Jamais une nation hôte de la Coupe du monde n’avait été éliminée dès la phase de poule. C’est arrivé à l’Angleterre, victime de son inexpérience et du groupe de la mort.

« Humiliée sur son propre sol », « L’agonie », « La fin du monde »… Les titres chocs se bousculent dans les kiosques britanniques en cette matinée du 4 octobre. C’est l’Angleterre toute entière qui a la gueule de bois. La veille, le XV de la Rose a été éliminé de la Coupe du monde. SA Coupe du monde. Ecrasée par l’Australie à Twickenham (13-33), la formation de Stuart Lancaster ne peut déjà plus rêver à une qualification en quarts de finale avant même son dernier match de poule face à l’Uruguay, qu’elle remportera pour l’honneur une semaine plus tard (60-3). Pour la première fois, une nation hôte de la Coupe du monde de rugby est éliminée dès la phase de groupe. C’est la stupéfaction.

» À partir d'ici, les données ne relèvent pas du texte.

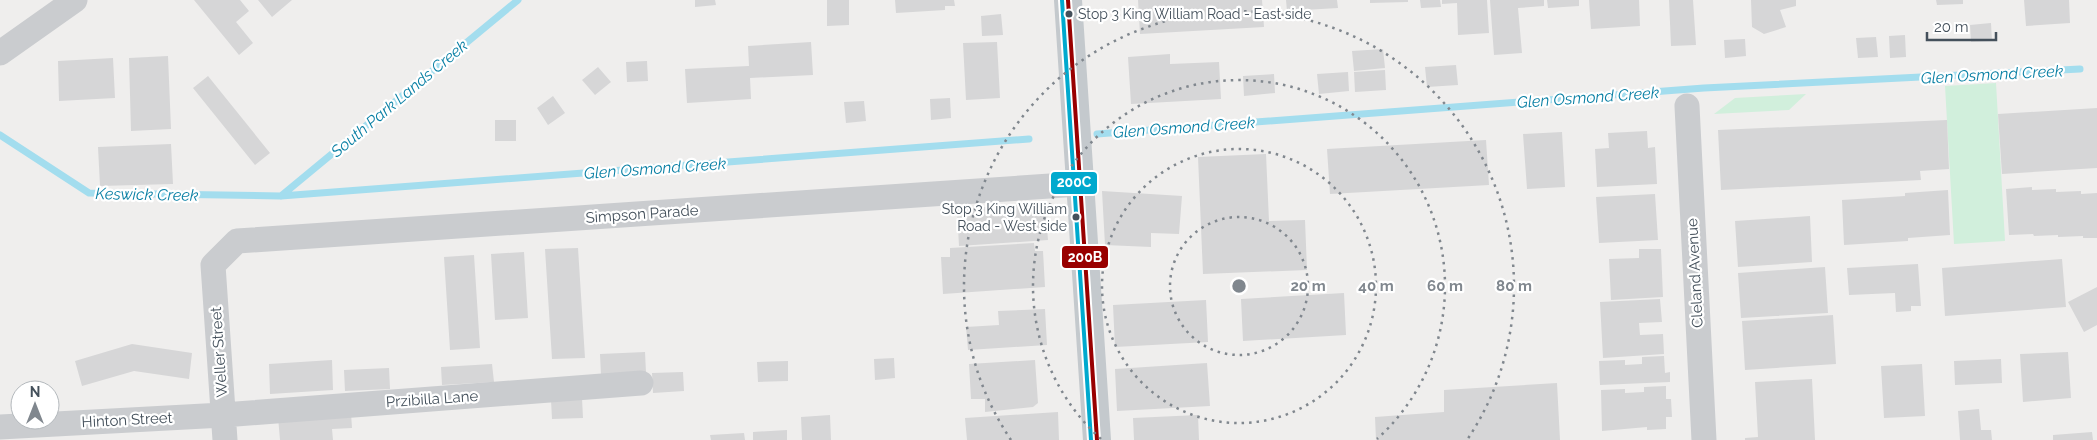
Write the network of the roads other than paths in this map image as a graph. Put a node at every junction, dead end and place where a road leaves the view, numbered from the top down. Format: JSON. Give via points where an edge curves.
{"nodes":[{"id":1,"x":74,"y":0,"type":"edge"},
{"id":2,"x":1068,"y":0,"type":"edge"},
{"id":3,"x":0,"y":54,"type":"edge"},
{"id":4,"x":1687,"y":106,"type":"dead end"},
{"id":5,"x":1080,"y":184,"type":"junction"},
{"id":6,"x":213,"y":265,"type":"joint"},
{"id":7,"x":641,"y":383,"type":"dead end"},
{"id":8,"x":223,"y":415,"type":"junction"},
{"id":9,"x":0,"y":427,"type":"edge"},
{"id":10,"x":225,"y":440,"type":"edge"},
{"id":11,"x":1097,"y":440,"type":"edge"},
{"id":12,"x":1704,"y":440,"type":"edge"}],
"edges":[{"from":1,"to":3,"type":"street"},
{"from":2,"to":5,"type":"main road"},
{"from":4,"to":12,"type":"street","name":"Cleland Avenue"},
{"from":5,"to":6,"type":"street","name":"Simpson Parade","via":[[237,241]]},
{"from":5,"to":11,"type":"main road"},
{"from":6,"to":8,"type":"street","name":"Weller Street"},
{"from":7,"to":8,"type":"street","name":"Przibilla Lane"},
{"from":8,"to":9,"type":"street","name":"Hinton Street"},
{"from":8,"to":10,"type":"street","name":"Weller Street"}]}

Revoir la première défaite de l'Angleterre face au pays de Galles: 



Pourtant, l’Angleterre avait des ambitions très élevées. Elle ne rêvait que d’une chose. Remporter la Coupe du monde. Ce n’était pas si utopique. Depuis le Mondial 2011, achevé en quarts face à la France, quelque chose se dégageait de cette équipe qui, pourtant, déplorait des résultats mitigés. Elle n’a gagné aucun tournoi des Six Nations, mais est passée proche de le faire à chaque fois (quatre deuxième place). En quête de confiance avant le Mondial, elle pouvait s’appuyer sur des coups d’éclats récents pour se forger l’idée que son rugby pouvait être champion du monde. A l’image de cette victoire surréaliste face à la France (55-35) en mars dernier. 

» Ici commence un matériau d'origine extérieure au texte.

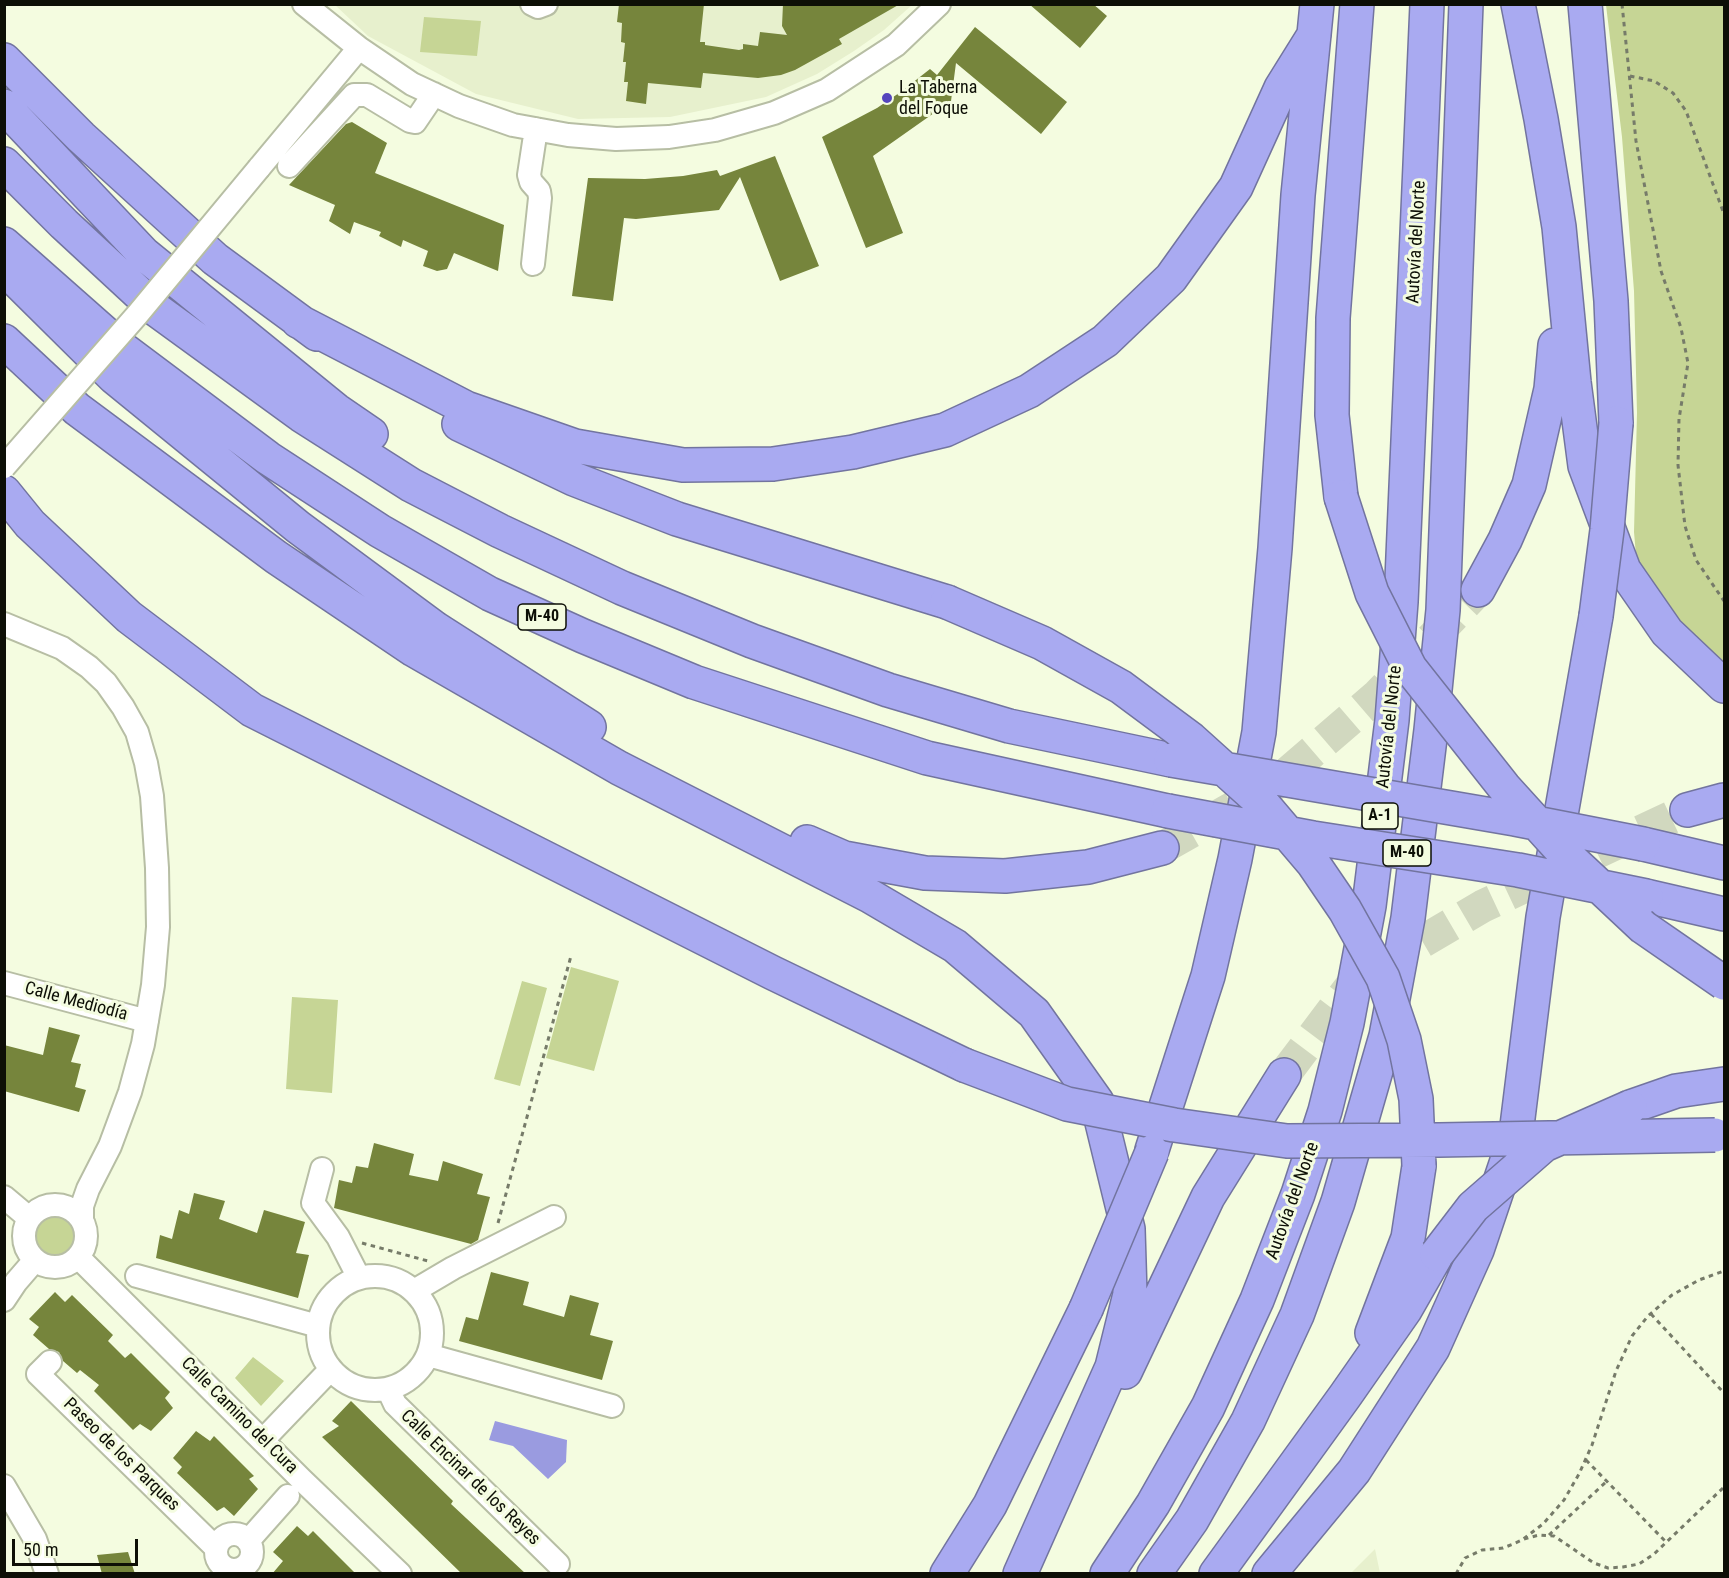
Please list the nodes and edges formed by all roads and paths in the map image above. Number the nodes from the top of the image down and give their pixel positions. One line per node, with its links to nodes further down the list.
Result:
1 (304, 4): 12 (street)
2 (532, 4): 3 (street)
3 (546, 4)
4 (939, 4): 17 (street)
5 (1357, 4): 41 (highway, bridge)
6 (1427, 4): 86 (highway, Autovía del Norte / A-1)
7 (1466, 4): 87 (highway, A-1)
8 (1518, 4): 21 (highway)
9 (1585, 4): 89 (highway, bridge)
10 (1622, 4): 14 (path)
11 (1316, 20): 25 (highway); 84 (highway, bridge)
12 (359, 48): 15 (street); 27 (street, bridge)
13 (4, 60): 25 (highway)
14 (1630, 76): 20 (path); 31 (path)
15 (434, 94): 17 (street); 19 (street)
16 (4, 106): 29 (highway)
17 (536, 129): 23 (street)
18 (4, 164): 29 (highway)
19 (289, 166)
20 (1725, 214)
21 (1559, 227): 30 (highway); 33 (highway)
22 (4, 244): 38 (highway, M-40, bridge)
23 (533, 264)
24 (4, 268): 36 (highway)
25 (298, 321): 68 (highway, bridge)
26 (4, 341): 85 (highway)
27 (4, 467)
28 (4, 492): 45 (highway, bridge)
29 (622, 588): 37 (highway, bridge)
30 (1478, 590)
31 (1725, 601)
32 (4, 624): 42 (street)
33 (1725, 686)
34 (1725, 800): 35 (highway)
35 (1688, 810)
36 (1162, 848)
37 (1725, 863)
38 (1725, 914)
39 (571, 956): 52 (path)
40 (4, 983): 42 (street, Calle Mediodía)
41 (1725, 983)
42 (147, 1021): 48 (street)
43 (1284, 1075): 85 (highway)
44 (1725, 1084): 68 (highway, bridge)
45 (1720, 1135)
46 (322, 1169): 51 (street)
47 (4, 1197): 50 (street)
48 (73, 1212): 50 (street); 53 (street)
49 (554, 1217): 52 (street)
50 (29, 1218): 54 (street)
51 (338, 1237): 55 (path); 58 (street)
52 (492, 1248): 55 (street)
53 (79, 1257): 54 (street); 70 (street, Calle Camino del Cura)
54 (35, 1260): 60 (street)
55 (453, 1268): 59 (street)
56 (1725, 1271): 61 (path)
57 (136, 1276): 62 (street)
58 (359, 1278): 59 (street); 62 (street)
59 (414, 1291): 63 (street, Calle Encinar de los Reyes)
60 (4, 1300)
61 (1650, 1314): 67 (path); 71 (path)
62 (318, 1326): 65 (street)
63 (428, 1355): 66 (street, Calle Encinar de los Reyes); 69 (street)
64 (50, 1362): 81 (street, Paseo de los Parques)
65 (330, 1370): 66 (street, Calle Encinar de los Reyes); 70 (street)
66 (388, 1389): 80 (street, Calle Encinar de los Reyes)
67 (1725, 1393)
68 (1346, 1396): 88 (highway)
69 (612, 1406)
70 (263, 1440): 83 (street, Calle Camino del Cura)
71 (1586, 1459): 72 (path); 77 (path)
72 (1607, 1481): 76 (path); 79 (path)
73 (4, 1486): 82 (street)
74 (1725, 1487): 79 (path)
75 (288, 1496): 78 (street)
76 (1548, 1535): 77 (path); 79 (path)
77 (1522, 1540): 90 (path)
78 (248, 1541): 81 (street); 81 (street)
79 (1666, 1542)
80 (558, 1564)
81 (224, 1565)
82 (47, 1574)
83 (400, 1574)
84 (947, 1574)
85 (1020, 1574)
86 (1107, 1574)
87 (1154, 1574)
88 (1216, 1574)
89 (1269, 1574)
90 (1456, 1574)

Revoir la seconde défaite face à l'Australie, synonyme d'élimination: 



Talentueuse mais pas trop inexpérimentée


Mais tout a volé en éclat dès le deuxième match du Mondial. Face à une équipe du Pays de Galles valeureuse, elle s’incline (25-28) après avoir refusé de prendre une pénalité qui lui aurait assuré le nul. Les critiques fusent. La presse britannique s’acharne. Sur Chris Robshaw, qui avait fait le choix de prendre la touche sur cette fameuse pénalité. Sur Stuart Lancaster, coupable, pour beaucoup, d’avoir multiplié les erreurs de casting. Les faiblesses de l’équipe sont alors clairement identifiées : Elle serait talentueuse, certes. Mais trop jeune. Trop inexpérimentée. Pas assez de caractère. Elle en aurait eu davantage avec Manu Tuilagi et Dylan Hartley, écartés du groupe par le coach, qui a érigé la discipline comme priorité absolue. Et avec Steffon Armitage, elle aurait eu l’expert-gratteur qui lui fait terriblement défaut dans les rucks. 

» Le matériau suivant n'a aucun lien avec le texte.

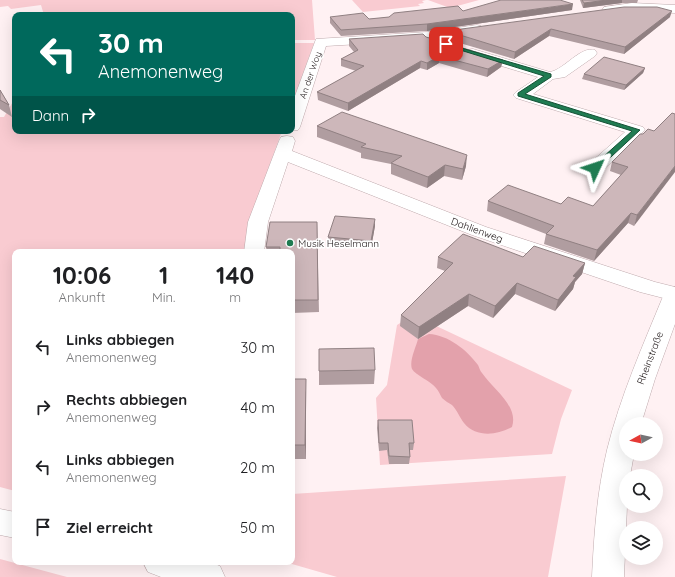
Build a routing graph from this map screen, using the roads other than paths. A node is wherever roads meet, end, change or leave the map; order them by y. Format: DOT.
graph roads {
  1 [pos="675,9"];
  2 [pos="598,11"];
  3 [pos="492,27"];
  4 [pos="426,36"];
  5 [pos="590,53"];
  6 [pos="549,76"];
  7 [pos="295,118"];
  8 [pos="290,134"];
  9 [pos="283,154"];
  10 [pos="595,168"];
  11 [pos="254,249"];
  12 [pos="675,294"];
  13 [pos="630,417"];
  14 [pos="619,454"];
  15 [pos="0,522"];
  16 [pos="12,524"];
  17 [pos="169,565"];
  18 [pos="209,577"];
  19 [pos="608,577"];
  1 -- 2 [label="street"];
  3 -- 4 [label="street, An der Woy"];
  4 -- 6 [label="street"];
  4 -- 7 [label="street, An der Woy"];
  5 -- 6 [label="street"];
  6 -- 10 [label="street"];
  8 -- 9 [label="street"];
  9 -- 11 [label="street"];
  9 -- 12 [label="street, Dahlienweg"];
  12 -- 13 [label="street, Rheinstraße"];
  14 -- 19 [label="street"];
  15 -- 16 [label="street"];
  17 -- 18 [label="street"];
}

Et c’est dans ce contexte d’une lourdeur extrême que l’équipe anglaise aurait dû sauver la nation face à l’Australie. Elle n’y est pas parvenue. Troisièmes de la poule A, la plus difficile, les Anglais pouveaient alors dire au Mondial, orphelin de sa nation hôte près d'un mois avant son terme. Un fiasco à l'anglaise.